[Extracted records]
# # # # # # #

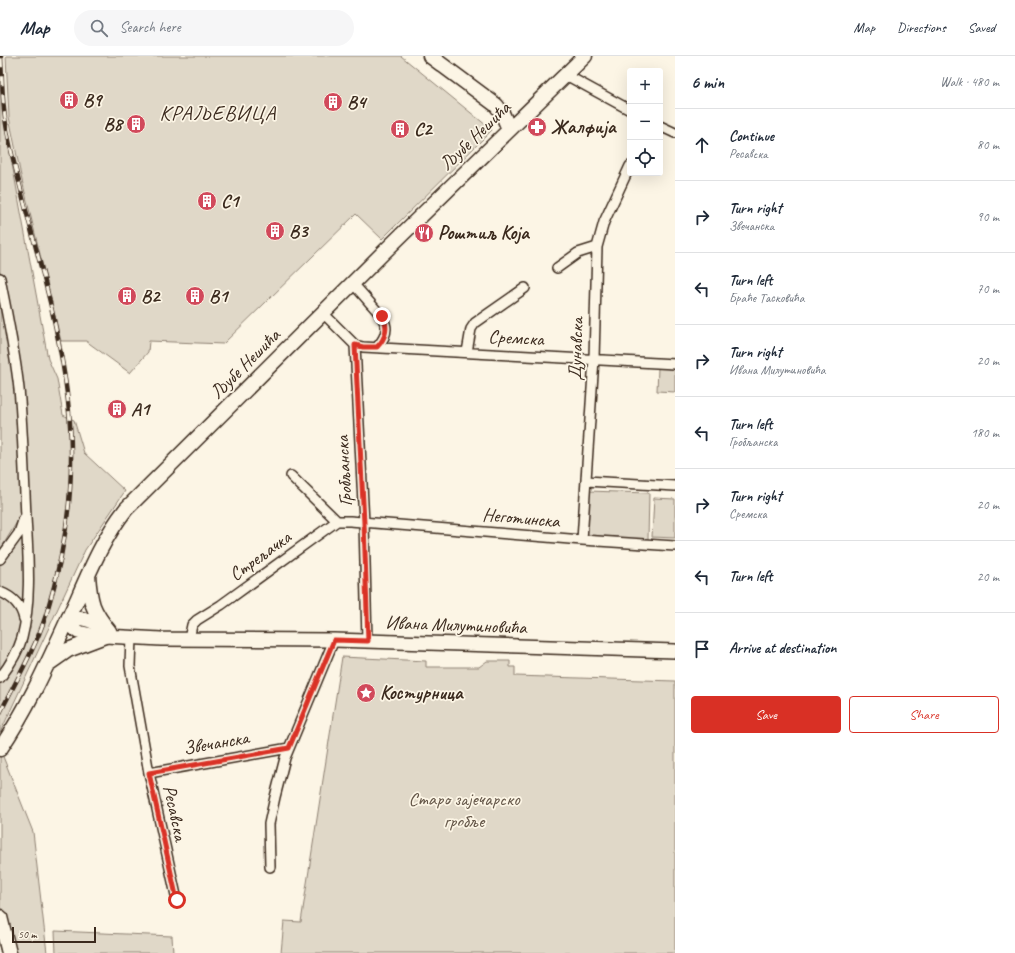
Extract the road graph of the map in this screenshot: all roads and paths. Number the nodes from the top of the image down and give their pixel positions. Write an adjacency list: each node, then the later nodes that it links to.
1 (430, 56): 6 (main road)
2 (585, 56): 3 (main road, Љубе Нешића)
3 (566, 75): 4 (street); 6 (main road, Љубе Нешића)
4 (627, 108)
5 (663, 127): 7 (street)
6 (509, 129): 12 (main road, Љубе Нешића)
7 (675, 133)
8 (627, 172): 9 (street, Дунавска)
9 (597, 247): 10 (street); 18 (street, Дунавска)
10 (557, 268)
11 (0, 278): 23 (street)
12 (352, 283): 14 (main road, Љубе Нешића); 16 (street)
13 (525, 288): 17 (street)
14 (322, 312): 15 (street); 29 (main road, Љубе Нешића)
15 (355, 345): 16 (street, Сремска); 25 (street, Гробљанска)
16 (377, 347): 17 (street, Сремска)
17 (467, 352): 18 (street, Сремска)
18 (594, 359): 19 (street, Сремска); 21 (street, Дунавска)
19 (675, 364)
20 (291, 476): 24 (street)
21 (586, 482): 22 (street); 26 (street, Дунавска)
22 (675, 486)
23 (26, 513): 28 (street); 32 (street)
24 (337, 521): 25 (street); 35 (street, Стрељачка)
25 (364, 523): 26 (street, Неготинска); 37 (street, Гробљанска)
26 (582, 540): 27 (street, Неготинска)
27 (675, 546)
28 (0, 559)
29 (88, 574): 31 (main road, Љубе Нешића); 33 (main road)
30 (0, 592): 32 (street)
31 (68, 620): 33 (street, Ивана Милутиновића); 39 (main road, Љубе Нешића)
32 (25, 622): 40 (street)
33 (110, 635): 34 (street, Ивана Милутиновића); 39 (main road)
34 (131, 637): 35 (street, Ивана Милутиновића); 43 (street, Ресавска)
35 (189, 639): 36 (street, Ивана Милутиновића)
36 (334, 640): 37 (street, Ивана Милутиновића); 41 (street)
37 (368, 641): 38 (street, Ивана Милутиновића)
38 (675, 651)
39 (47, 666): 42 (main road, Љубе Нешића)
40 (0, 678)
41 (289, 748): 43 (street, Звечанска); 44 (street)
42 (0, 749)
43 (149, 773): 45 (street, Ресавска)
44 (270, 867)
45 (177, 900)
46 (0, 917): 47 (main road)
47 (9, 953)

# # # # # # #

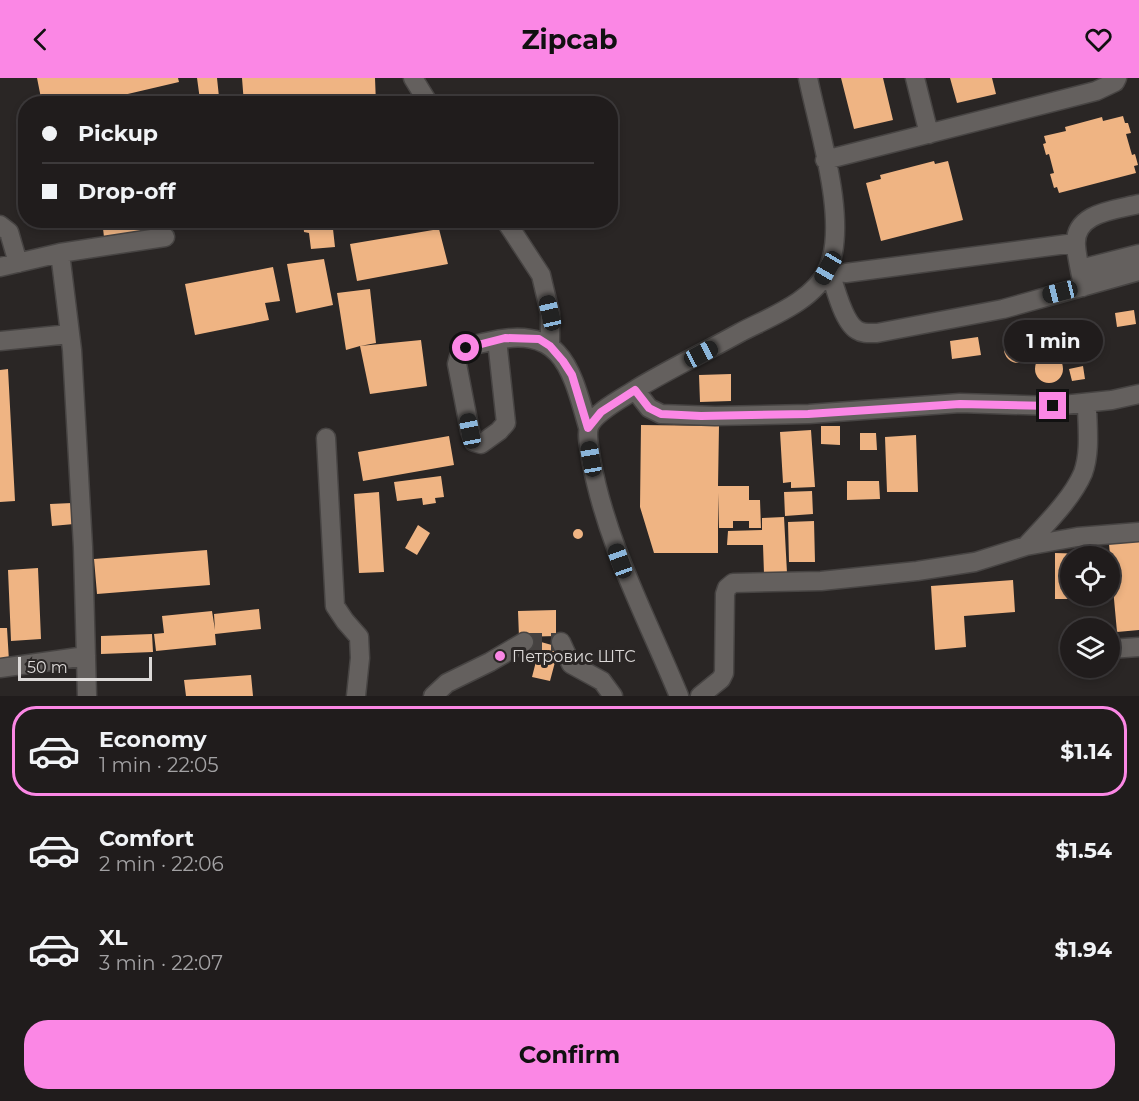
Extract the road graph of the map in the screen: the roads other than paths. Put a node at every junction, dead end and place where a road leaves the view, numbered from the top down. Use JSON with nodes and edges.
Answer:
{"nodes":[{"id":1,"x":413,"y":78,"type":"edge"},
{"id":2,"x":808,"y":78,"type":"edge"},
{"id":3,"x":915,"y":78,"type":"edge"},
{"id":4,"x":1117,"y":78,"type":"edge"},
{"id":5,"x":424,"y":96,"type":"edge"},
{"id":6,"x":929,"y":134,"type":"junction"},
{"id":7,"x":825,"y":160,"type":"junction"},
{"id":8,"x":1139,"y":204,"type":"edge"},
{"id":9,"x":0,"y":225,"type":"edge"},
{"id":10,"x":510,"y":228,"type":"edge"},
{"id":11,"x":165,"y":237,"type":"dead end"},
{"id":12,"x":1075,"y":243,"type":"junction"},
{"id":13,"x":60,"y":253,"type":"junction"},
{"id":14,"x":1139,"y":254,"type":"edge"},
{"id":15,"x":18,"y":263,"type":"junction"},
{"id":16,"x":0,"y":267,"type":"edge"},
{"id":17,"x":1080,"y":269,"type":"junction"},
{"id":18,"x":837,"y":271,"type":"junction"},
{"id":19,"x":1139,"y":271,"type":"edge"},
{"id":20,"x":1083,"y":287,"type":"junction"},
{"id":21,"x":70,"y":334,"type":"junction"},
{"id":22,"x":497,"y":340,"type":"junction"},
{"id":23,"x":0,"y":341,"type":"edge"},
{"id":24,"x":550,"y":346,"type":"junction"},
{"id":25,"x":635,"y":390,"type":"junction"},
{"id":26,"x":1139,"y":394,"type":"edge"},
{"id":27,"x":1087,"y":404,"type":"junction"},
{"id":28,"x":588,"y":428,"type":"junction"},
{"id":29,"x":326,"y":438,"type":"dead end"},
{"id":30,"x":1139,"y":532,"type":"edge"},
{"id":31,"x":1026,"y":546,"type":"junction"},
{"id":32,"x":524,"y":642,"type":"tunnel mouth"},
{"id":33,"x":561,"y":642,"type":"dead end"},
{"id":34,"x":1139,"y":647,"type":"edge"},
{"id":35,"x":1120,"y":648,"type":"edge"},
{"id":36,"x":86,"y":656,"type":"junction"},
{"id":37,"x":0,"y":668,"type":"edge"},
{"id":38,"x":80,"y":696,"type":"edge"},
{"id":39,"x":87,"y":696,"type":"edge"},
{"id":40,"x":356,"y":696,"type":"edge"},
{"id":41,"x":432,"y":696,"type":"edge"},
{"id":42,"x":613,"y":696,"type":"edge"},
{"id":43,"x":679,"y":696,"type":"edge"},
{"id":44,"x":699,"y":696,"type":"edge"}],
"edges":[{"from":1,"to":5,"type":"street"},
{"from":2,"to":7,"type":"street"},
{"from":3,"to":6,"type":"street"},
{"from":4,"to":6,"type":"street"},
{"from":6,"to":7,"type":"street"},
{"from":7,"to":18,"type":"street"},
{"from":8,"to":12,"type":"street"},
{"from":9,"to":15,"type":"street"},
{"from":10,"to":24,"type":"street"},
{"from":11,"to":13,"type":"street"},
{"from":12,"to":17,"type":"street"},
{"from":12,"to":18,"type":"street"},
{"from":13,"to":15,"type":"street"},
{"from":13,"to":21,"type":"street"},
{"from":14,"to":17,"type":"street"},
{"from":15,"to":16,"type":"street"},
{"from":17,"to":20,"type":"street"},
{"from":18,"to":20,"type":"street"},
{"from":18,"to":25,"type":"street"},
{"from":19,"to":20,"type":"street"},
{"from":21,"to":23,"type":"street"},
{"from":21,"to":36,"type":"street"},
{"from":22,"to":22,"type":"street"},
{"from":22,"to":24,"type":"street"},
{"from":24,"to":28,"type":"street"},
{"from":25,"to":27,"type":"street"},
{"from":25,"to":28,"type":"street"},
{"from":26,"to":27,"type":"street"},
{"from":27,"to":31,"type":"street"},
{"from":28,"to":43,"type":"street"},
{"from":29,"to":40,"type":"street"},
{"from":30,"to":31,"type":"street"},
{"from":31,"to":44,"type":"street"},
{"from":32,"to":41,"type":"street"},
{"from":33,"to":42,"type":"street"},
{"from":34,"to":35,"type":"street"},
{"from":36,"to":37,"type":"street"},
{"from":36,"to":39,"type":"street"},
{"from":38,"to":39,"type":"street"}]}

# # # # # # #

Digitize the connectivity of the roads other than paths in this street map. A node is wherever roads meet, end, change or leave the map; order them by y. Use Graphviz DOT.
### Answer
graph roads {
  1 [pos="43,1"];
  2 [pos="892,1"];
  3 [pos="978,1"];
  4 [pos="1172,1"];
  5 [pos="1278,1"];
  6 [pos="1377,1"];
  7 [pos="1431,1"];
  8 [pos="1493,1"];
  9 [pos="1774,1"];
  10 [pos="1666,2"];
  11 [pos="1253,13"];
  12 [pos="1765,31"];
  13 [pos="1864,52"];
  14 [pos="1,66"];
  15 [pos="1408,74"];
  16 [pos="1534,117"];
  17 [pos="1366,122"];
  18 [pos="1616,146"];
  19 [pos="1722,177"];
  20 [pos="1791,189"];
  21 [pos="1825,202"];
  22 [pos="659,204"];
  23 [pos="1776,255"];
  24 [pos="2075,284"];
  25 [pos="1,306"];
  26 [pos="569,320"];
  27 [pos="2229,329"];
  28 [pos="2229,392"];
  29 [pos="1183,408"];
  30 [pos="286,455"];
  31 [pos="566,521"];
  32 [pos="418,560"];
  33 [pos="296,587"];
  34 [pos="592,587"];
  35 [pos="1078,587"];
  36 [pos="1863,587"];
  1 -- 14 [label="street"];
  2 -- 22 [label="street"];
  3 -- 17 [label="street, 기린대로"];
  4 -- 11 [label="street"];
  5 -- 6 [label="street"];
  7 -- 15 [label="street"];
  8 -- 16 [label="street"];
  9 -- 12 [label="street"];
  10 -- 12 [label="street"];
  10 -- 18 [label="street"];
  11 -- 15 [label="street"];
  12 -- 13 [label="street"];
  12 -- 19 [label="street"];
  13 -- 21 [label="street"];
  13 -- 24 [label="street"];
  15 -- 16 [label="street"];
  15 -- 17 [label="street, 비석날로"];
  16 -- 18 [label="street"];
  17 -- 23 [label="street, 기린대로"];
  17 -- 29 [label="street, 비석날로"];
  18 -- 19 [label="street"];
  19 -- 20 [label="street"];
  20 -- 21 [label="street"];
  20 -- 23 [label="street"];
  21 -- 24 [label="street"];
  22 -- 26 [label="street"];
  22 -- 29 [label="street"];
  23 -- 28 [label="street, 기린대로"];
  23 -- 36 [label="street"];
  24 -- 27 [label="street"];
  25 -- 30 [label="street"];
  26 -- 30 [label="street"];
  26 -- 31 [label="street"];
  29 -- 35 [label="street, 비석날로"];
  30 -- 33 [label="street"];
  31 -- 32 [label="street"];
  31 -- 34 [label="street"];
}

# # # # # # #

▶ Task statement
Could you state the number of lines above in which the word "기린대로" appears? Give that number by itself.

▶ Response area
3